Required work> Restate each of the lines given below, word for word.

Collected data:
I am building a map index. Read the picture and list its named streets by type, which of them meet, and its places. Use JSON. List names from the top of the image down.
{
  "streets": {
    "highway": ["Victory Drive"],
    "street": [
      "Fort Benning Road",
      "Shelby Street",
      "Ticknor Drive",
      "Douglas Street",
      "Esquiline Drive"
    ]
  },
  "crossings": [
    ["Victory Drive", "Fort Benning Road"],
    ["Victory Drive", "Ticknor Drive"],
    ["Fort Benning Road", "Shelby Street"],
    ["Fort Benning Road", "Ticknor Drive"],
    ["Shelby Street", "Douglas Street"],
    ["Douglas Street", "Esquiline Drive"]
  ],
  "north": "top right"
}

Output for this task>
I am building a map index. Read the picture and list its named streets by type, which of them meet, and its places. Use JSON. List names from the top of the image down.
{
  "streets": {
    "highway": ["Victory Drive"],
    "street": [
      "Fort Benning Road",
      "Shelby Street",
      "Ticknor Drive",
      "Douglas Street",
      "Esquiline Drive"
    ]
  },
  "crossings": [
    ["Victory Drive", "Fort Benning Road"],
    ["Victory Drive", "Ticknor Drive"],
    ["Fort Benning Road", "Shelby Street"],
    ["Fort Benning Road", "Ticknor Drive"],
    ["Shelby Street", "Douglas Street"],
    ["Douglas Street", "Esquiline Drive"]
  ],
  "north": "top right"
}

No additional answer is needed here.